INPUT RECORDS:
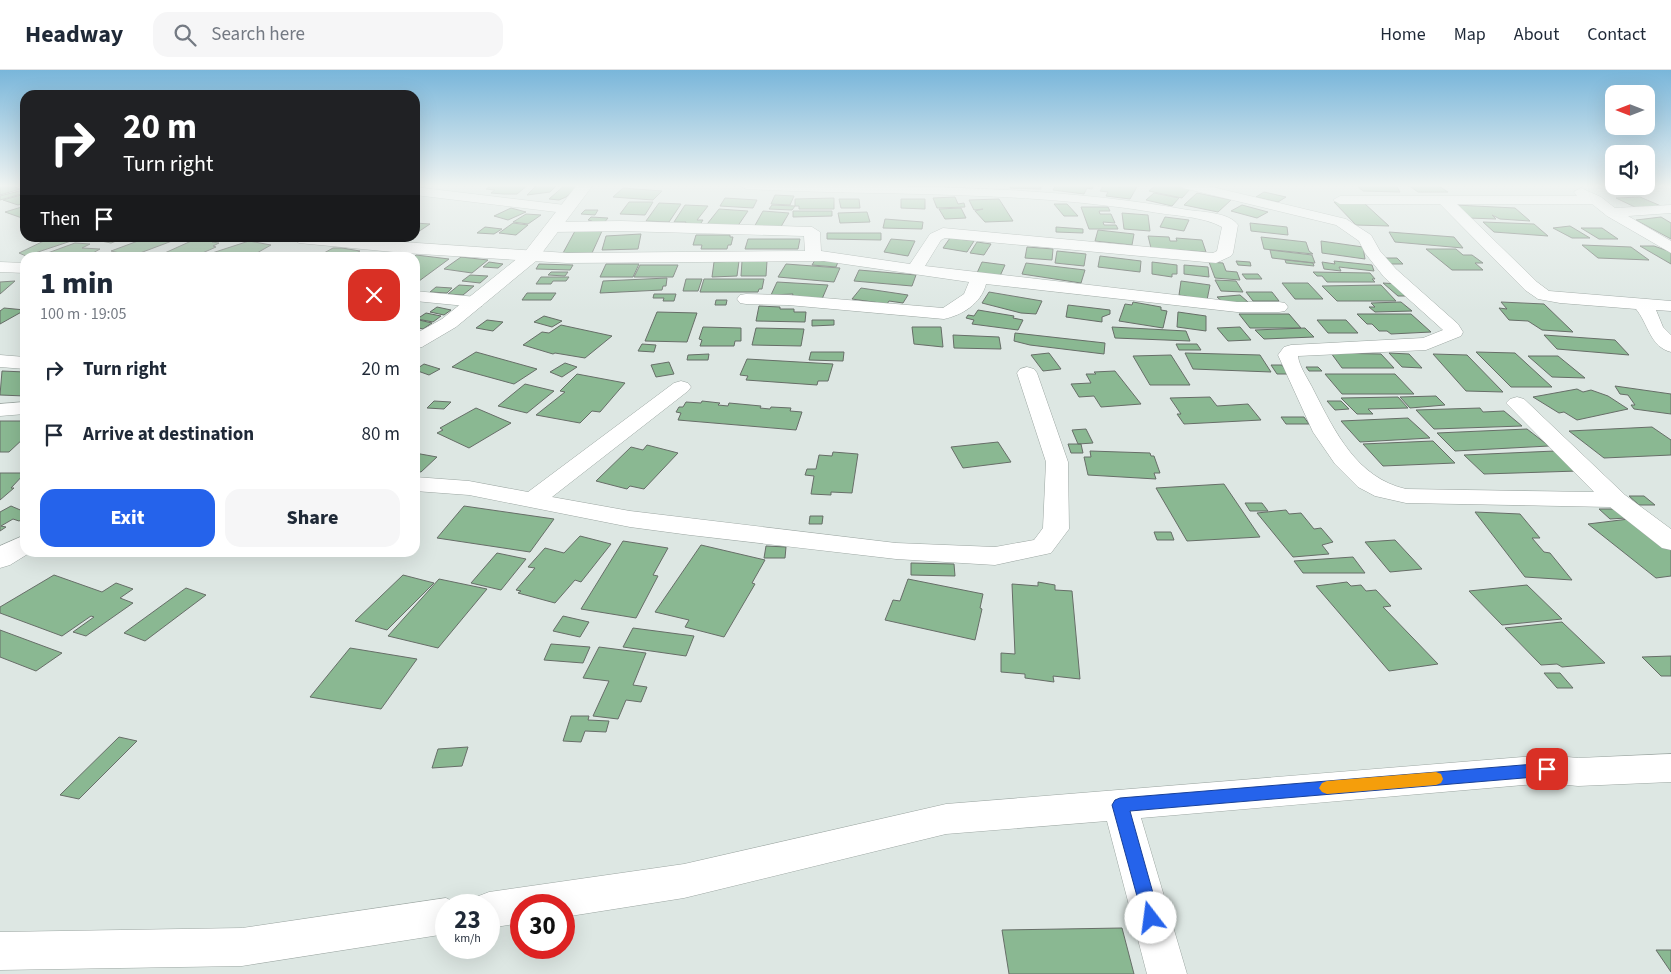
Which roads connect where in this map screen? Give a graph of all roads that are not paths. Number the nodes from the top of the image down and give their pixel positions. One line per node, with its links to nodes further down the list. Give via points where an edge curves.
1 (552, 227): 10 (street)
2 (659, 227): 9 (street, via 812,232)
3 (1230, 227): 13 (street, via 1225,253 1216,258 943,233 935,237)
4 (1351, 227): 31 (street, via 1366,238 1373,253 1390,273 1454,332 1426,344 1304,349 1288,355 1324,432 1343,459 1366,482 1406,496)
5 (1472, 227): 18 (street, via 1544,295)
6 (1635, 227): 8 (street)
7 (348, 242): 10 (street)
8 (1671, 248)
9 (813, 256): 10 (street); 13 (street)
10 (530, 257): 17 (street)
11 (0, 267): 12 (street)
12 (20, 268)
13 (915, 269): 14 (street)
14 (974, 278): 16 (street, via 978,289 956,311 944,314); 20 (street, via 1237,307)
15 (420, 296): 17 (street)
16 (746, 299)
17 (476, 302): 21 (street)
18 (1641, 304): 19 (street); 22 (street, via 1655,329)
19 (1671, 306)
20 (1279, 307)
21 (420, 340)
22 (1671, 346)
23 (0, 361): 24 (street)
24 (20, 363)
25 (1027, 373): 32 (street, via 1057,462 1056,529 1042,547 995,556 896,551 640,521)
26 (681, 387): 32 (street)
27 (1517, 403): 31 (street)
28 (20, 408): 29 (street)
29 (0, 410)
30 (420, 484): 32 (street, via 469,488)
31 (1616, 500): 33 (street)
32 (531, 501)
33 (1671, 542)
34 (20, 547): 35 (street)
35 (0, 558)
36 (1671, 768): 37 (street, via 1578,772 1547,769)
37 (1120, 805): 38 (street, via 946,819 684,880); 41 (street)
38 (500, 908)
39 (435, 918): 40 (street, via 242,947)
40 (0, 951)
41 (1167, 974)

EXERCISE DIRECTIONS:
Everything in the listing should be repeated exactly except the pictures.

PROBLEM SOLUTION:
Which roads connect where in this map screen? Give a graph of all roads that are not paths. Number the nodes from the top of the image down and give their pixel positions. One line per node, with its links to nodes further down the list. Give via points where an edge curves.
1 (552, 227): 10 (street)
2 (659, 227): 9 (street, via 812,232)
3 (1230, 227): 13 (street, via 1225,253 1216,258 943,233 935,237)
4 (1351, 227): 31 (street, via 1366,238 1373,253 1390,273 1454,332 1426,344 1304,349 1288,355 1324,432 1343,459 1366,482 1406,496)
5 (1472, 227): 18 (street, via 1544,295)
6 (1635, 227): 8 (street)
7 (348, 242): 10 (street)
8 (1671, 248)
9 (813, 256): 10 (street); 13 (street)
10 (530, 257): 17 (street)
11 (0, 267): 12 (street)
12 (20, 268)
13 (915, 269): 14 (street)
14 (974, 278): 16 (street, via 978,289 956,311 944,314); 20 (street, via 1237,307)
15 (420, 296): 17 (street)
16 (746, 299)
17 (476, 302): 21 (street)
18 (1641, 304): 19 (street); 22 (street, via 1655,329)
19 (1671, 306)
20 (1279, 307)
21 (420, 340)
22 (1671, 346)
23 (0, 361): 24 (street)
24 (20, 363)
25 (1027, 373): 32 (street, via 1057,462 1056,529 1042,547 995,556 896,551 640,521)
26 (681, 387): 32 (street)
27 (1517, 403): 31 (street)
28 (20, 408): 29 (street)
29 (0, 410)
30 (420, 484): 32 (street, via 469,488)
31 (1616, 500): 33 (street)
32 (531, 501)
33 (1671, 542)
34 (20, 547): 35 (street)
35 (0, 558)
36 (1671, 768): 37 (street, via 1578,772 1547,769)
37 (1120, 805): 38 (street, via 946,819 684,880); 41 (street)
38 (500, 908)
39 (435, 918): 40 (street, via 242,947)
40 (0, 951)
41 (1167, 974)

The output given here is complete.